Work to complete:
For the listing below, give the number of lines that hold the string "roads", without anything else.

......

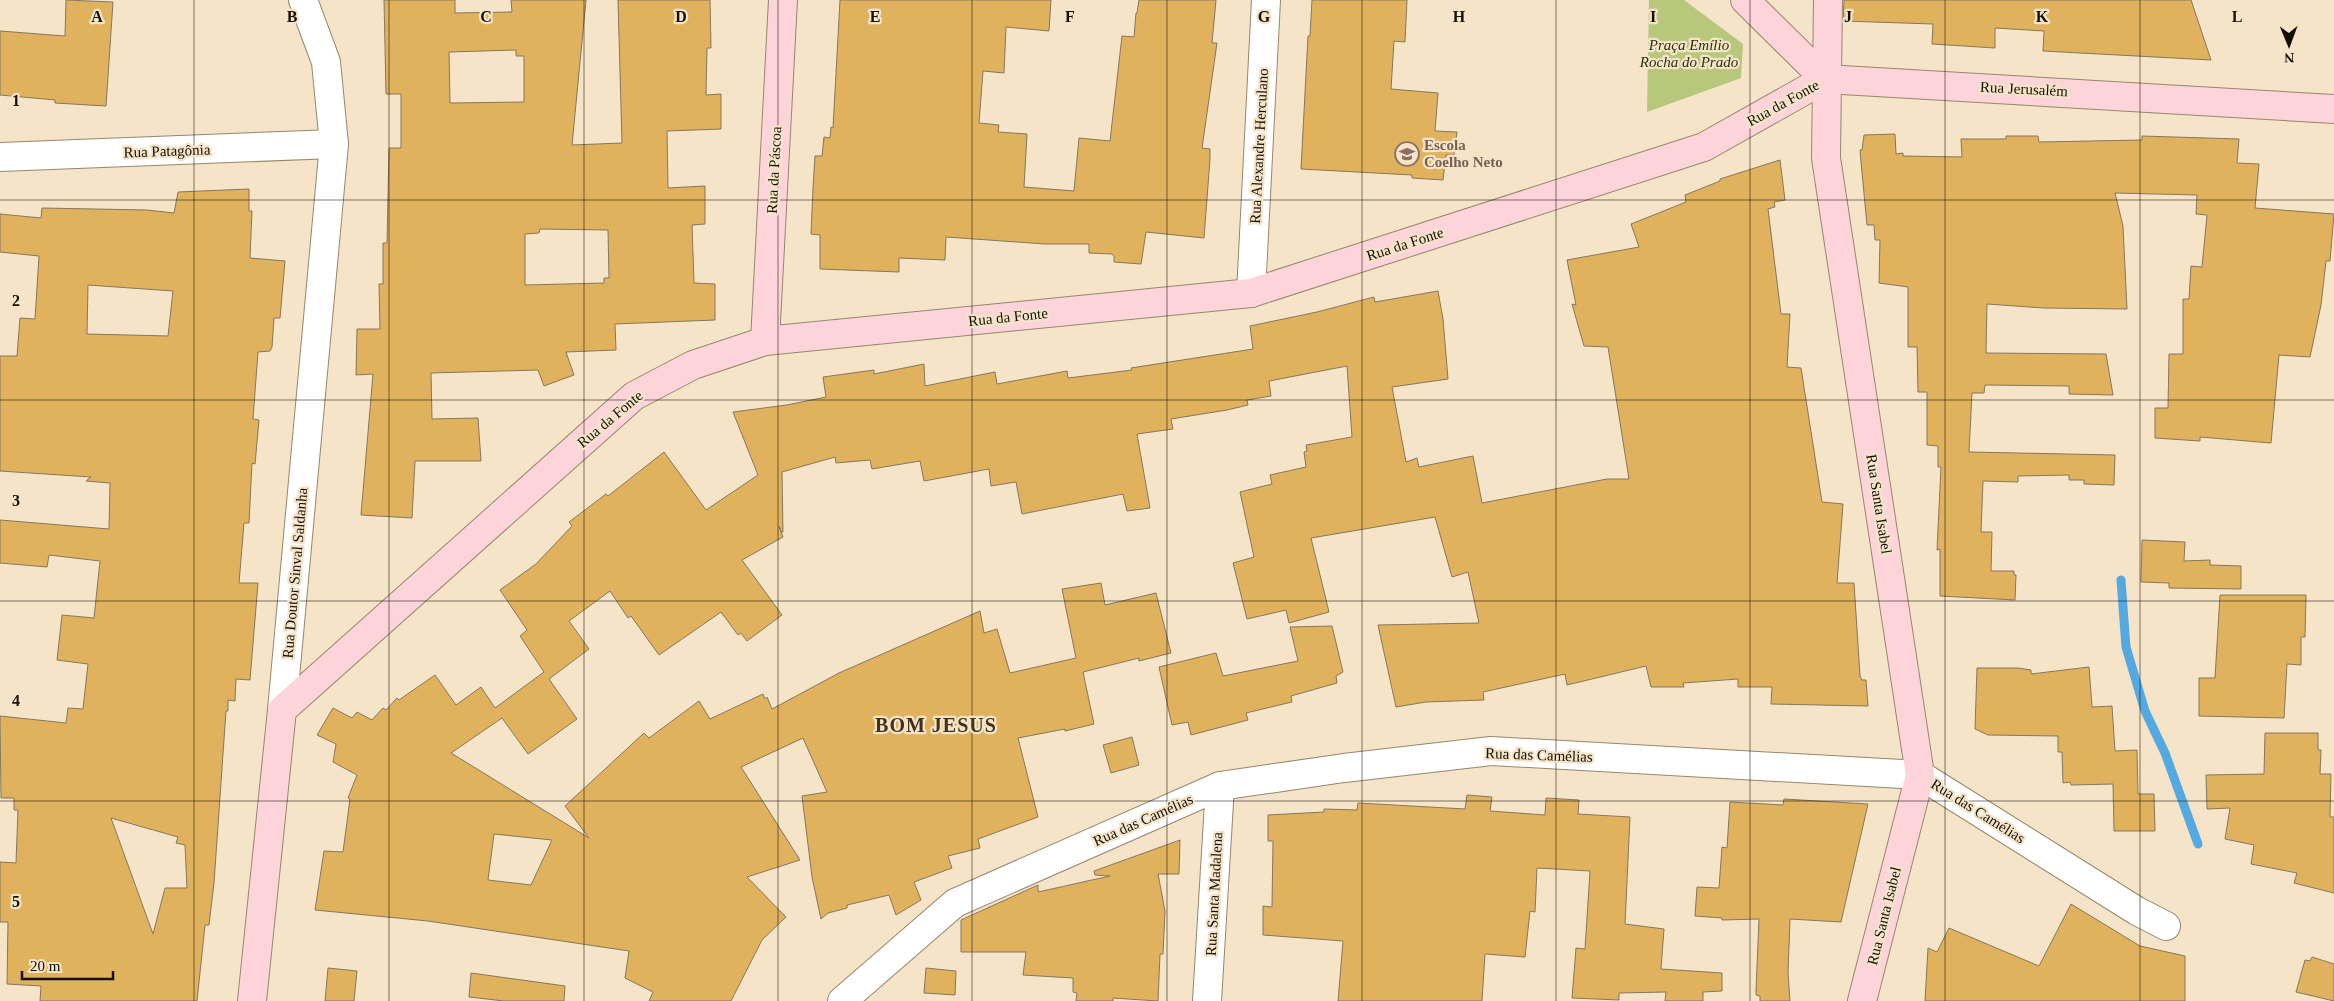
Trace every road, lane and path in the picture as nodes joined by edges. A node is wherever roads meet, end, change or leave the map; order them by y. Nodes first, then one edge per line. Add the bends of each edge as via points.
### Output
1 (303, 0) edge
2 (783, 0) edge
3 (1266, 0) edge
4 (1745, 0) edge
5 (1828, 0) edge
6 (1825, 79) junction
7 (2334, 109) edge
8 (334, 144) junction
9 (0, 157) edge
10 (1251, 293) junction
11 (765, 341) junction
12 (282, 710) junction
13 (1920, 774) junction
14 (1220, 786) junction
15 (2166, 926) dead end
16 (252, 1001) edge
17 (842, 1001) edge
18 (1207, 1001) edge
19 (1862, 1001) edge

1 - 8 street, Rua Doutor Sinval Saldanha via 326,62
2 - 11 street, Rua da Páscoa
3 - 10 street, Rua Alexandre Herculano
4 - 6 street
5 - 6 street, Rua Santa Isabel
6 - 7 street, Rua Jerusalém
6 - 10 street, Rua da Fonte via 1704,147
6 - 13 street, Rua Santa Isabel via 1826,158
8 - 9 street, Rua Patagônia
8 - 12 street, Rua Doutor Sinval Saldanha
10 - 11 street, Rua da Fonte
11 - 12 street, Rua da Fonte via 693,365 634,396
12 - 16 street, Rua Doutor Sinval Saldanha
13 - 14 street, Rua das Camélias via 1491,751
13 - 15 street, Rua das Camélias
13 - 19 street, Rua Santa Isabel
14 - 17 street, Rua das Camélias via 955,903
14 - 18 street, Rua Santa Madalena

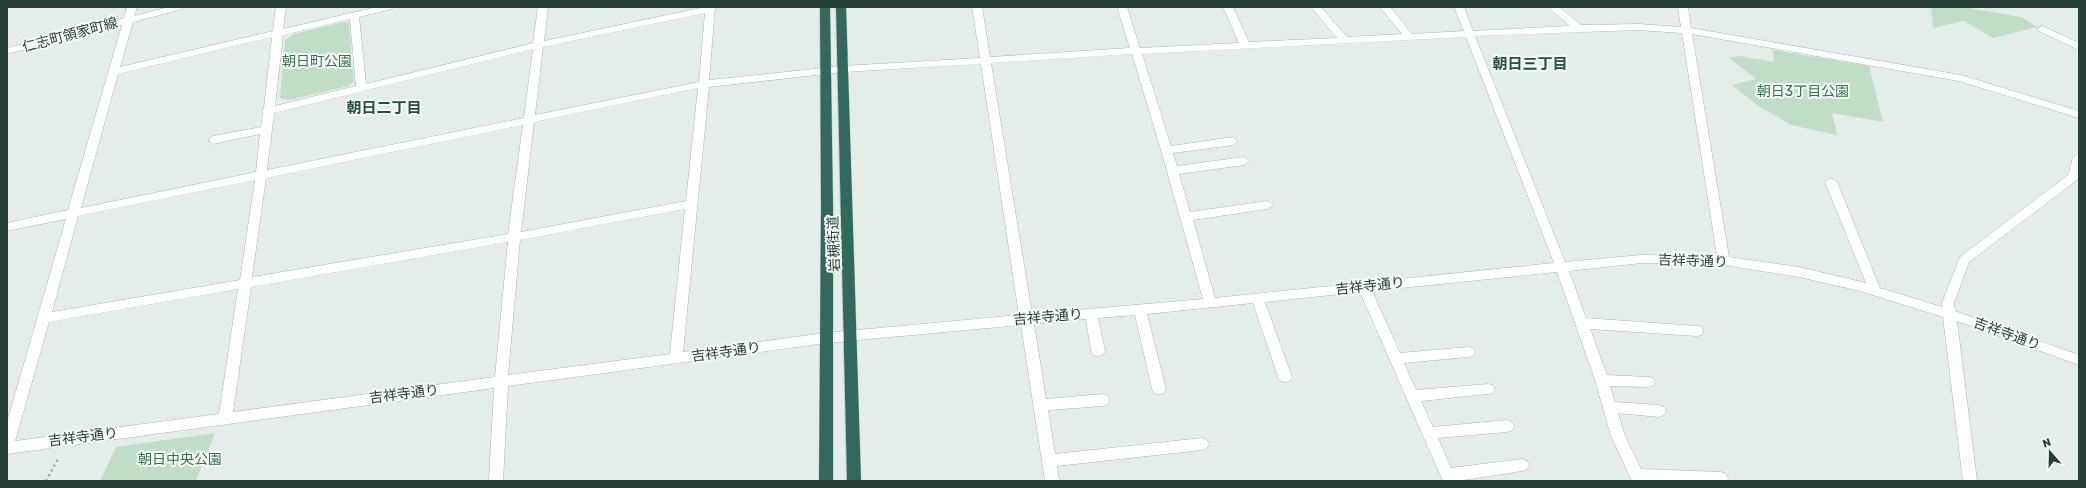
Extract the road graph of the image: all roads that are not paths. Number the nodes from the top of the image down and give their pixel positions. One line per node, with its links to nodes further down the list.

......

Solution to this task:
2